Restate all of the records below exactly. Do not carry over any image.

§

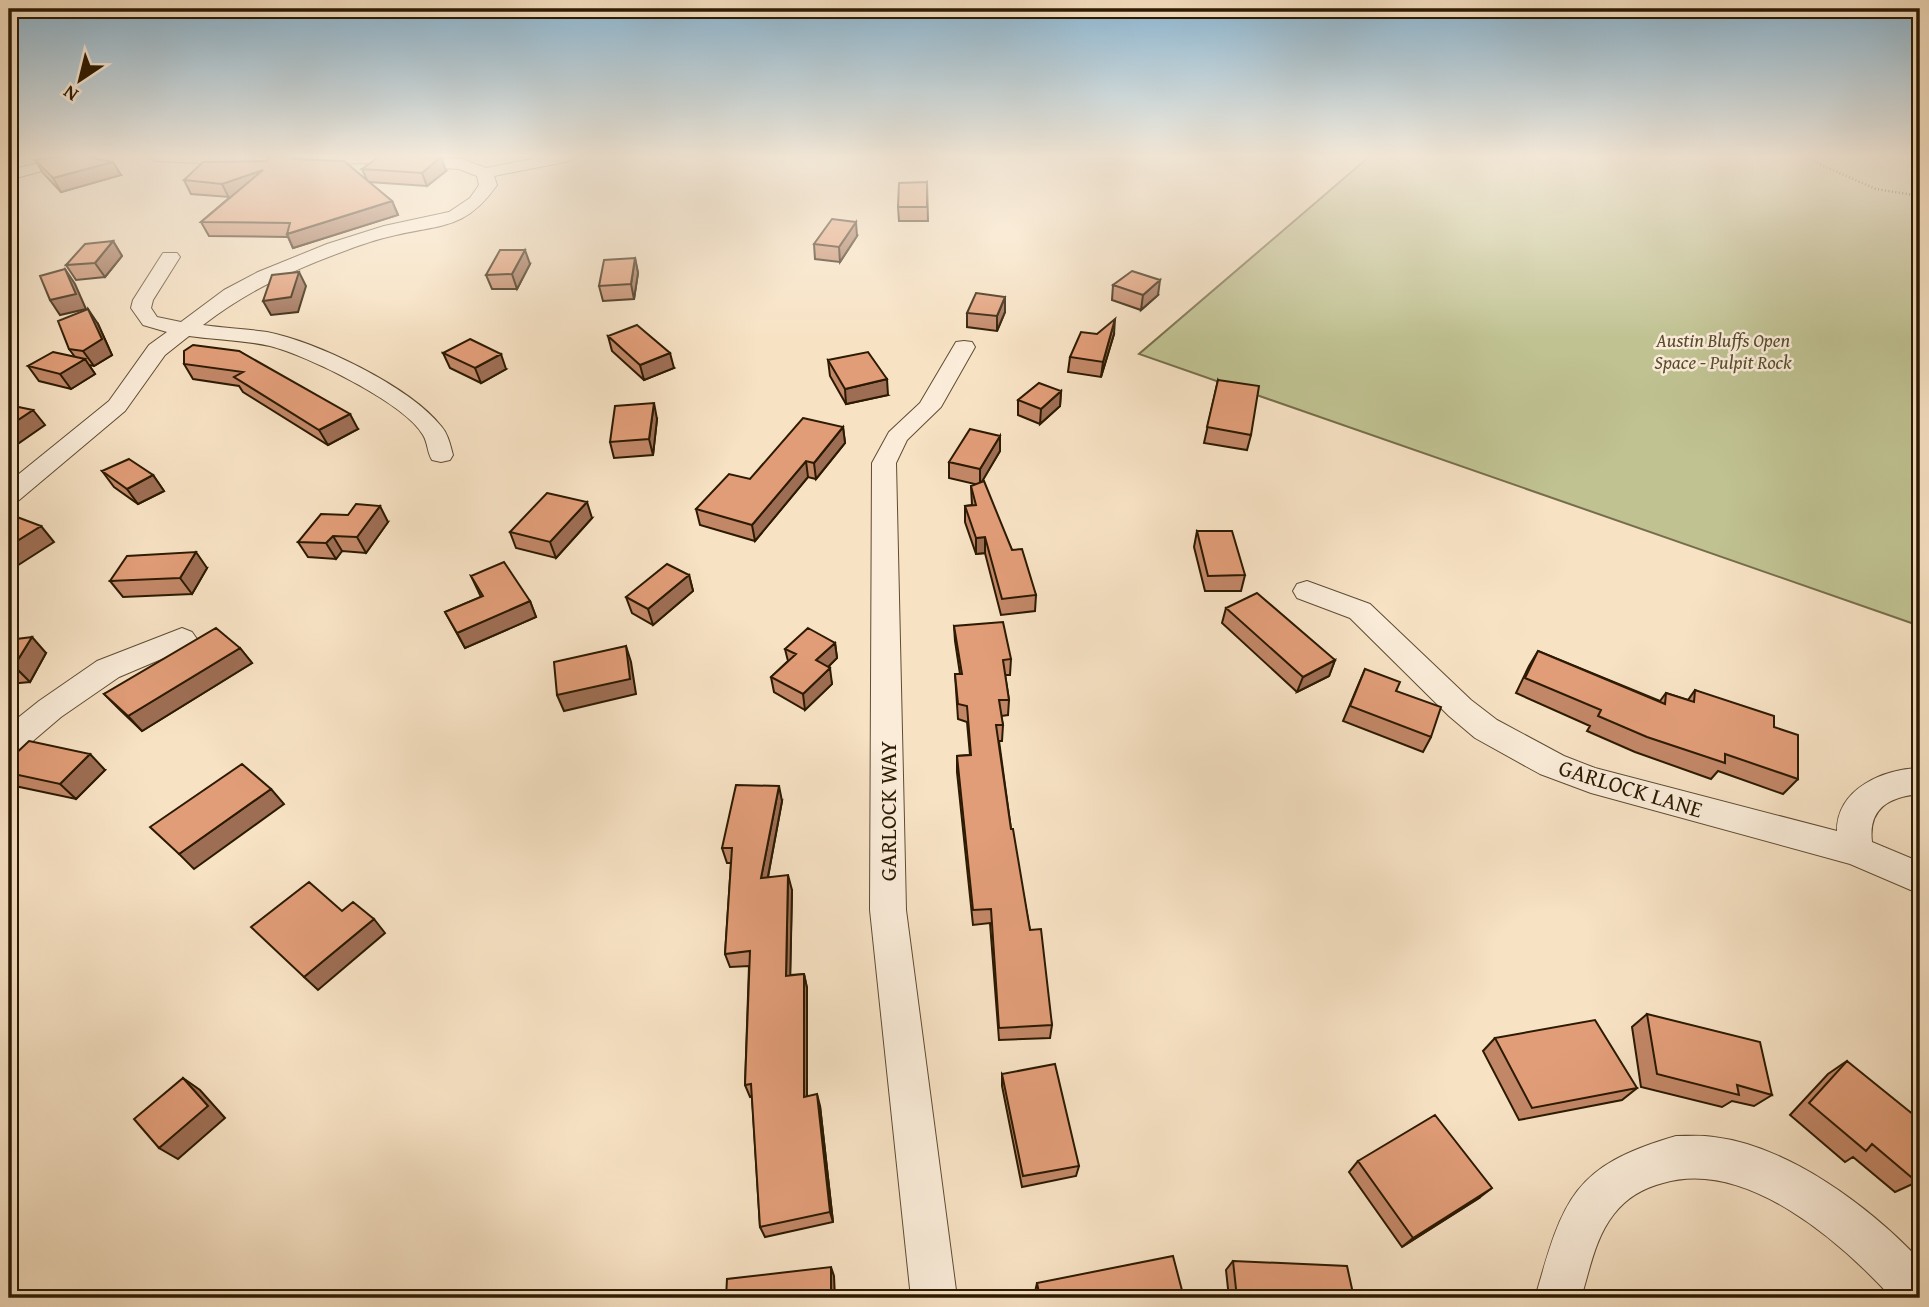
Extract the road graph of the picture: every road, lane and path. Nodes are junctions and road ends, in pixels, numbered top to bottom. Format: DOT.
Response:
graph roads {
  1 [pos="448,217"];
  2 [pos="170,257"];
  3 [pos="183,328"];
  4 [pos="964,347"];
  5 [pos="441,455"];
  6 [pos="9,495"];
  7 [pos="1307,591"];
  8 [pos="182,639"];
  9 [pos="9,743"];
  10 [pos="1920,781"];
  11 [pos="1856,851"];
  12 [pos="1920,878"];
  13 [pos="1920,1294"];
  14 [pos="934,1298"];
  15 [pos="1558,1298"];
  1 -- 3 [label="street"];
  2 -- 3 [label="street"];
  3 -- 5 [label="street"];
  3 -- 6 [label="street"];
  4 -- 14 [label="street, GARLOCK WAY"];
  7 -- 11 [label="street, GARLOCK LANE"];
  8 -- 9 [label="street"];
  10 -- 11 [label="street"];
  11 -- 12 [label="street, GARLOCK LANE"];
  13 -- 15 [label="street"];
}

§

RESPONSE:
Extract the road graph of the picture: every road, lane and path. Nodes are junctions and road ends, in pixels, numbered top to bottom. Format: DOT.
Response:
graph roads {
  1 [pos="448,217"];
  2 [pos="170,257"];
  3 [pos="183,328"];
  4 [pos="964,347"];
  5 [pos="441,455"];
  6 [pos="9,495"];
  7 [pos="1307,591"];
  8 [pos="182,639"];
  9 [pos="9,743"];
  10 [pos="1920,781"];
  11 [pos="1856,851"];
  12 [pos="1920,878"];
  13 [pos="1920,1294"];
  14 [pos="934,1298"];
  15 [pos="1558,1298"];
  1 -- 3 [label="street"];
  2 -- 3 [label="street"];
  3 -- 5 [label="street"];
  3 -- 6 [label="street"];
  4 -- 14 [label="street, GARLOCK WAY"];
  7 -- 11 [label="street, GARLOCK LANE"];
  8 -- 9 [label="street"];
  10 -- 11 [label="street"];
  11 -- 12 [label="street, GARLOCK LANE"];
  13 -- 15 [label="street"];
}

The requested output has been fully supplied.